My personal opinion (FWIW) is that I'd like a CDK type thing, or at
least have the ability to put an OCAML-OSR "release" onto a CD.  I
work in a LOT of environments where we don't have access to the
Internet and I end up having to copy stuff back and forth on CD.  (USB
pen drives are beginning to be restricted so yes, it tends to be CD).
Having a fully contained distribution where I KNOW that I have
everything, or at least know everything I have, would save a huge
amount of the frustration I've had over the years.

>  - what is the intended audience? The will influence both the selection
>  process and the motivation of people putting efforts into the distribution.

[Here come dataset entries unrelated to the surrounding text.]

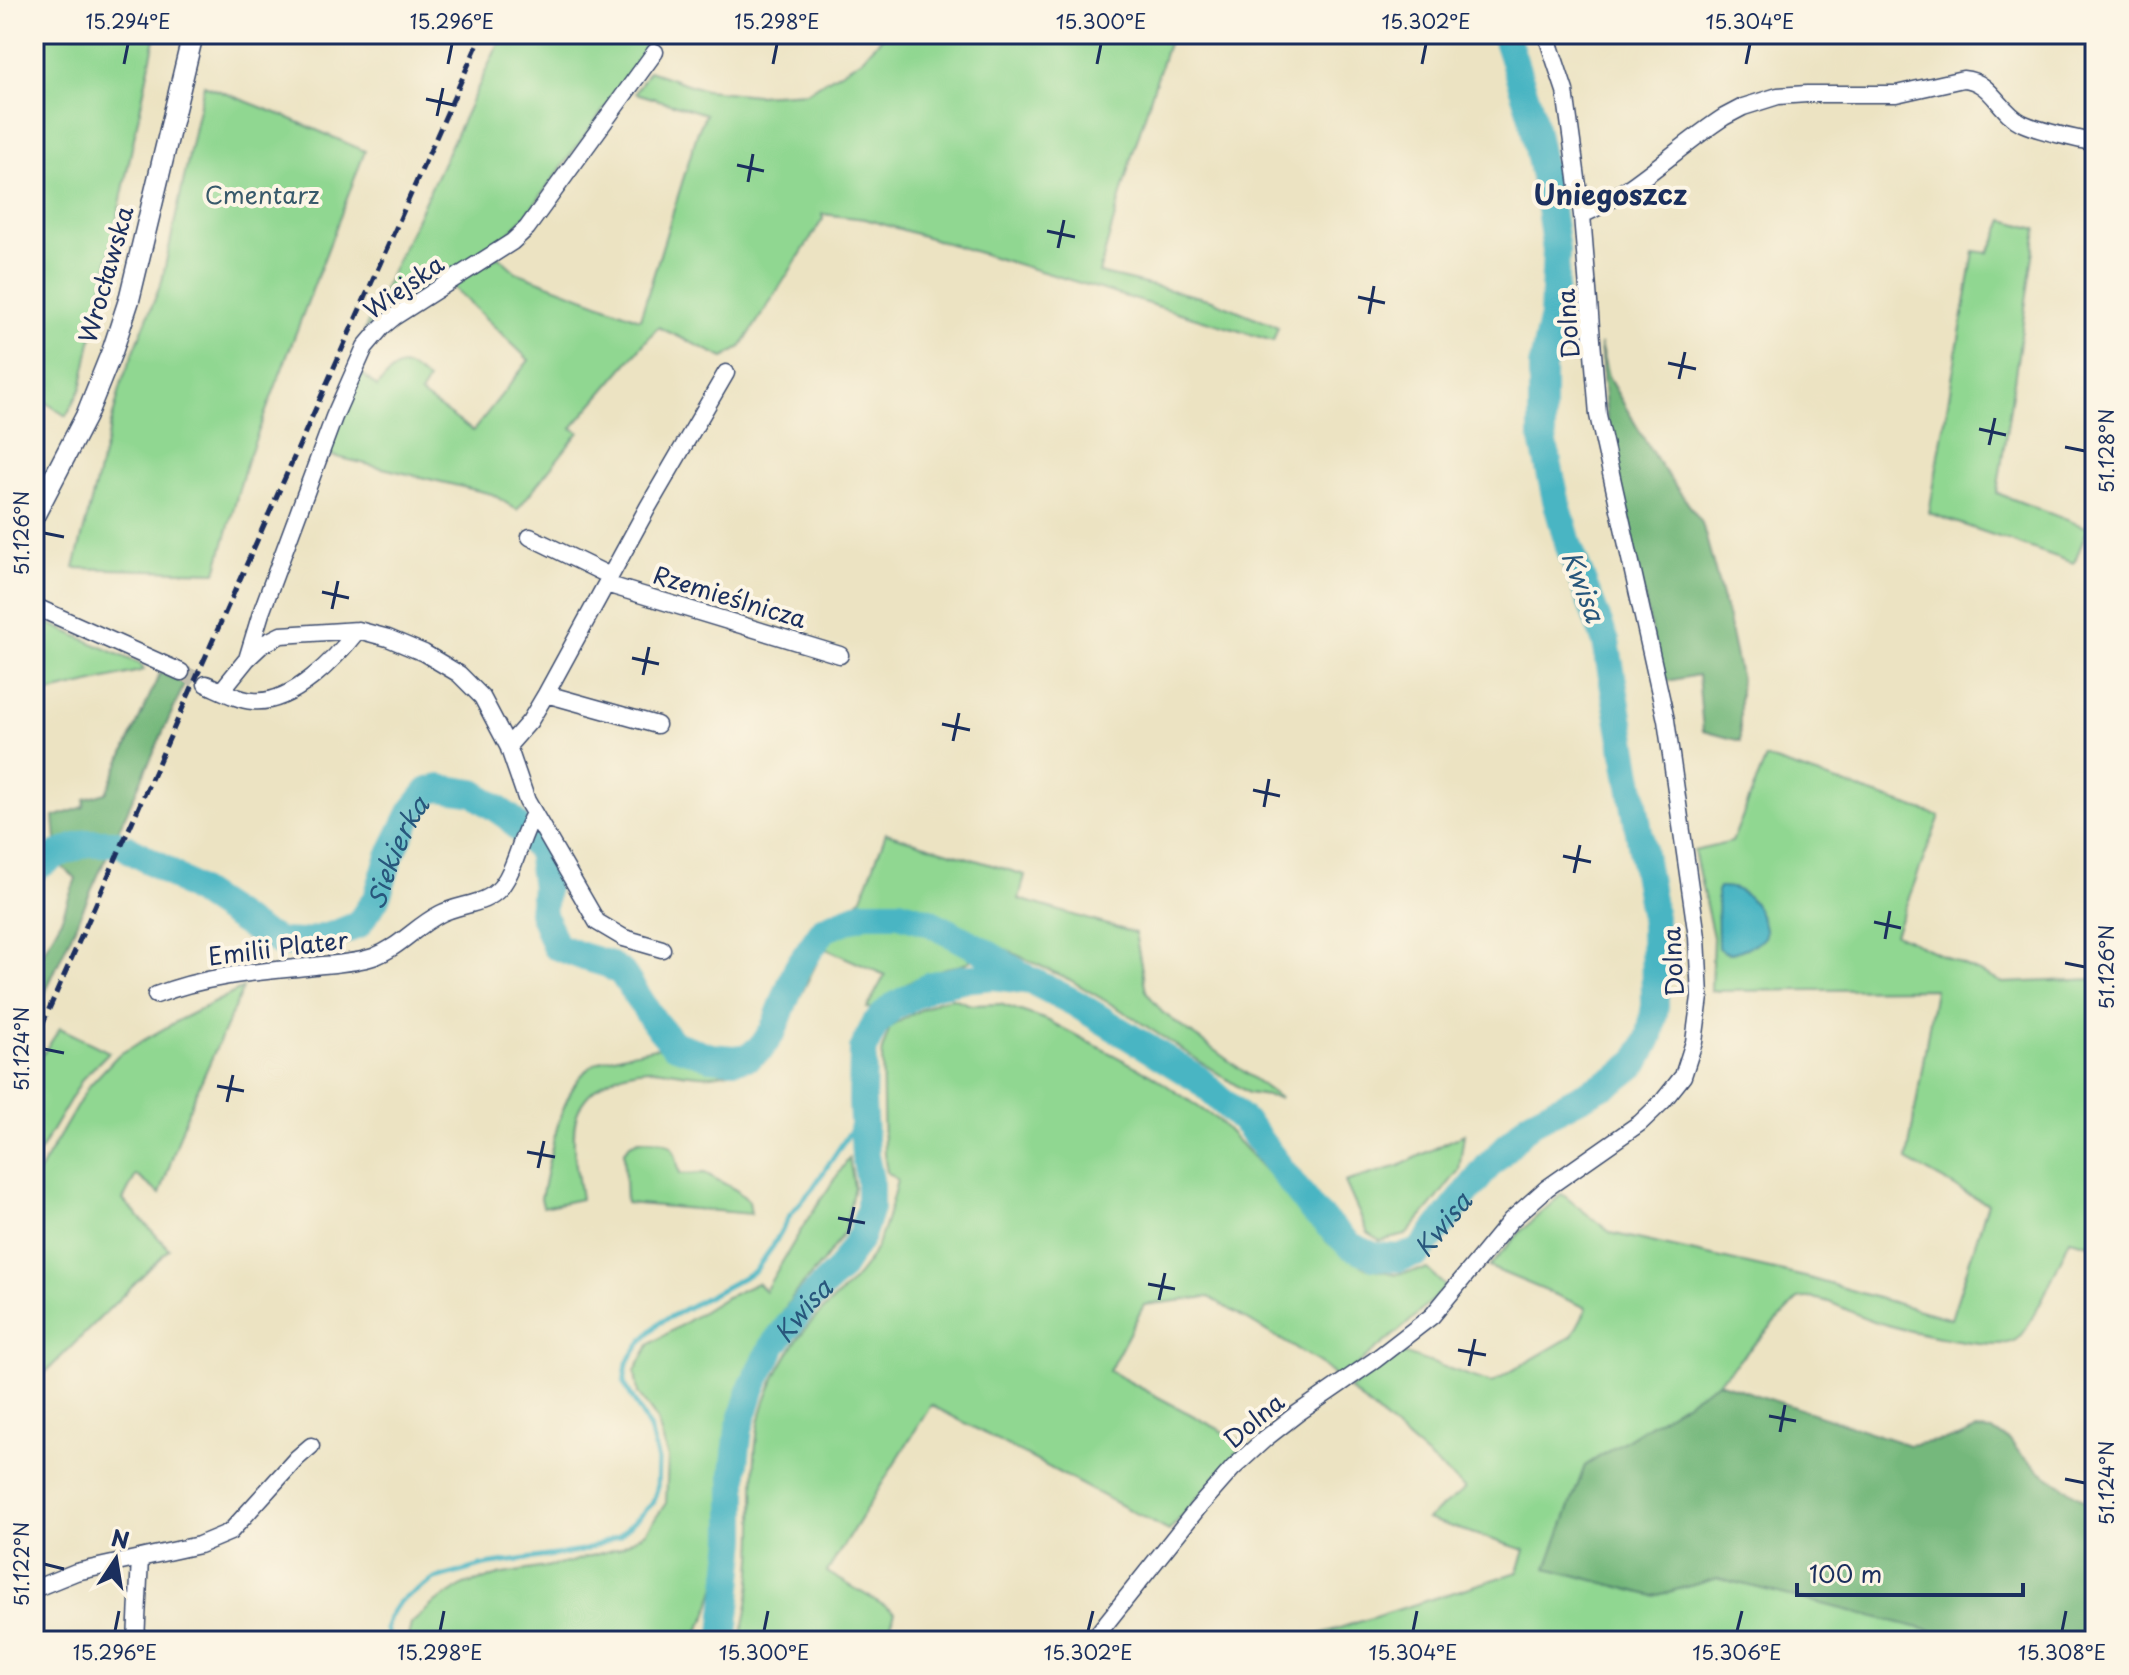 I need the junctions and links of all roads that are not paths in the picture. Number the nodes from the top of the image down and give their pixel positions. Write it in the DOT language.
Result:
graph roads {
  1 [pos="193,34"];
  2 [pos="1546,34"];
  3 [pos="655,52"];
  4 [pos="2095,143"];
  5 [pos="1582,215"];
  6 [pos="726,373"];
  7 [pos="34,516"];
  8 [pos="530,537"];
  9 [pos="608,580"];
  10 [pos="34,606"];
  11 [pos="358,630"];
  12 [pos="840,655"];
  13 [pos="247,659"];
  14 [pos="181,672"];
  15 [pos="206,684"];
  16 [pos="222,690"];
  17 [pos="546,694"];
  18 [pos="657,725"];
  19 [pos="508,746"];
  20 [pos="531,820"];
  21 [pos="662,949"];
  22 [pos="156,995"];
  23 [pos="311,1446"];
  24 [pos="140,1558"];
  25 [pos="34,1589"];
  26 [pos="136,1641"];
  27 [pos="1092,1641"];
  1 -- 7 [label="main road, Wrocławska"];
  2 -- 5 [label="street, Dolna"];
  3 -- 13 [label="street, Wiejska"];
  4 -- 5 [label="street"];
  5 -- 27 [label="street, Dolna"];
  6 -- 9 [label="street, Rzemieślnicza"];
  8 -- 9 [label="street, Rzemieślnicza"];
  9 -- 12 [label="street, Rzemieślnicza"];
  9 -- 17 [label="street, Rzemieślnicza"];
  10 -- 14 [label="street"];
  11 -- 13 [label="street"];
  11 -- 16 [label="street"];
  11 -- 19 [label="street"];
  13 -- 16 [label="street"];
  15 -- 16 [label="street"];
  17 -- 18 [label="street"];
  17 -- 19 [label="street, Rzemieślnicza"];
  19 -- 20 [label="street"];
  20 -- 21 [label="street"];
  20 -- 22 [label="street, Emilii Plater"];
  23 -- 24 [label="street"];
  24 -- 25 [label="street"];
  24 -- 26 [label="street"];
} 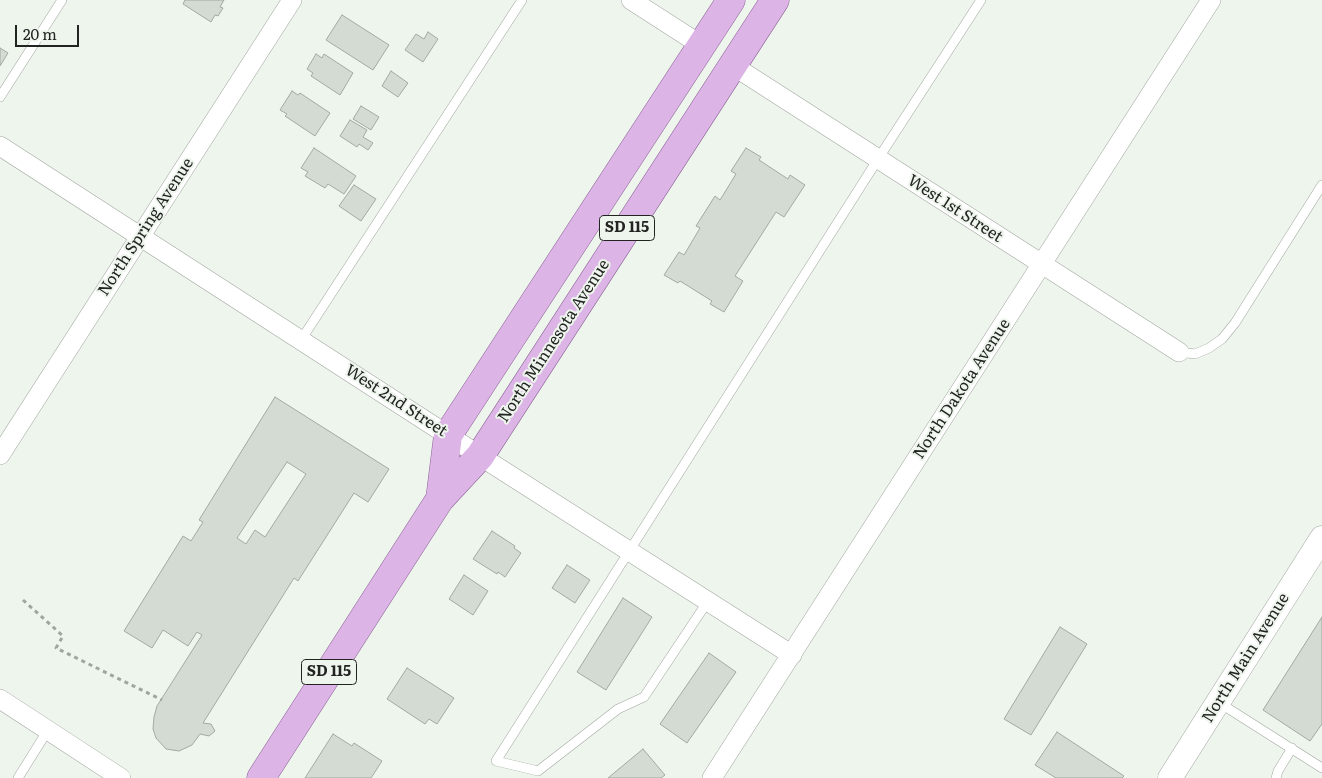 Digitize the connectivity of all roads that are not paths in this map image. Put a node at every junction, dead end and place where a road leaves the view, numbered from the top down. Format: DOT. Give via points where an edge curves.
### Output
graph roads {
  1 [pos="62,0"];
  2 [pos="292,0"];
  3 [pos="522,0"];
  4 [pos="631,0"];
  5 [pos="731,0"];
  6 [pos="775,0"];
  7 [pos="981,0"];
  8 [pos="1211,0"];
  9 [pos="701,45"];
  10 [pos="732,65"];
  11 [pos="0,97"];
  12 [pos="0,146"];
  13 [pos="878,159"];
  14 [pos="1322,185"];
  15 [pos="140,235"];
  16 [pos="1041,264"];
  17 [pos="301,340"];
  18 [pos="1179,352"];
  19 [pos="448,435"];
  20 [pos="0,455"];
  21 [pos="480,456"];
  22 [pos="440,499"];
  23 [pos="1322,538"];
  24 [pos="629,551"];
  25 [pos="708,601"];
  26 [pos="792,655"];
  27 [pos="0,699"];
  28 [pos="1218,702"];
  29 [pos="48,730"];
  30 [pos="1292,748"];
  31 [pos="1322,768"];
  32 [pos="18,778"];
  33 [pos="121,778"];
  34 [pos="261,778"];
  35 [pos="712,778"];
  36 [pos="1170,778"];
  37 [pos="1276,778"];
  1 -- 11 [label="lane"];
  2 -- 15 [label="street, North Spring Avenue"];
  3 -- 17 [label="lane"];
  4 -- 9 [label="street"];
  5 -- 9 [label="main road, North Minnesota Avenue / SD 115"];
  6 -- 10 [label="main road, North Minnesota Avenue / SD 115"];
  7 -- 13 [label="lane"];
  8 -- 16 [label="street, North Dakota Avenue"];
  9 -- 19 [label="main road, North Minnesota Avenue / SD 115"];
  10 -- 13 [label="street, West 1st Street"];
  10 -- 21 [label="main road, North Minnesota Avenue / SD 115"];
  12 -- 15 [label="street, West 2nd Street"];
  13 -- 16 [label="street, West 1st Street"];
  13 -- 24 [label="lane"];
  14 -- 18 [label="lane" via="1222,339 1195,354"];
  15 -- 17 [label="street, West 2nd Street"];
  15 -- 20 [label="street, North Spring Avenue"];
  16 -- 18 [label="street, West 1st Street"];
  16 -- 26 [label="street, North Dakota Avenue"];
  17 -- 19 [label="street, West 2nd Street"];
  19 -- 21 [label="street, West 2nd Street"];
  19 -- 22 [label="main road, North Minnesota Avenue / SD 115"];
  21 -- 22 [label="main road, North Minnesota Avenue / SD 115"];
  21 -- 24 [label="street, West 2nd Street"];
  22 -- 34 [label="main road, North Minnesota Avenue / SD 115"];
  23 -- 28 [label="street, North Main Avenue"];
  24 -- 25 [label="street, West 2nd Street"];
  24 -- 25 [label="lane" via="496,761 538,771 618,709 644,697"];
  25 -- 26 [label="street, West 2nd Street"];
  26 -- 35 [label="street, North Dakota Avenue"];
  27 -- 29 [label="street"];
  28 -- 30 [label="lane"];
  28 -- 36 [label="street, North Main Avenue"];
  29 -- 32 [label="lane"];
  29 -- 33 [label="street"];
  30 -- 31 [label="lane"];
  30 -- 37 [label="lane"];
}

I believe that the audience should be the non-sysadmin developer.
While existing package management schemes are great the system should
not require root access to install.

>
>  - what is the policy w.r.t. to upgrades of libraries? It is very common
>  that a new version of a library break existing code, so simply upgrading
>  as soon as possible might not be the best choice. Should several
>  versions of OCaml-OSR be maintained in parallel?
>
>  - what should be done when a library doesn't work out-of-the box for a
>  new version of OCaml? Should it be removed (temporarily) so as to allow
>  an early distribution of OCaml-OSR with the new OCaml?
>
>  - who's in charge of maintaining a web site, upgrading libraries,
>  testing for several architecture, preparing releases, etc?  This is a
>  lot of work, so a collaborative approach might be needed, but
>  responsibilities need to be defined.
>

I'd support three variations.  Stable, Unstable, and Experimental.
Having a lifecycle that introduces a new release at the Experimental
phase and having it move through Unstable to Stable would allow for
sufficient testing.  Libraries that are being considered for a release
could be included in the Experimental phase with the requirement that
once it moves to Unstable, that the API must remain the same.  A new
major version of the library, one that breaks the API, would have to
be introduced in the next Experimental release.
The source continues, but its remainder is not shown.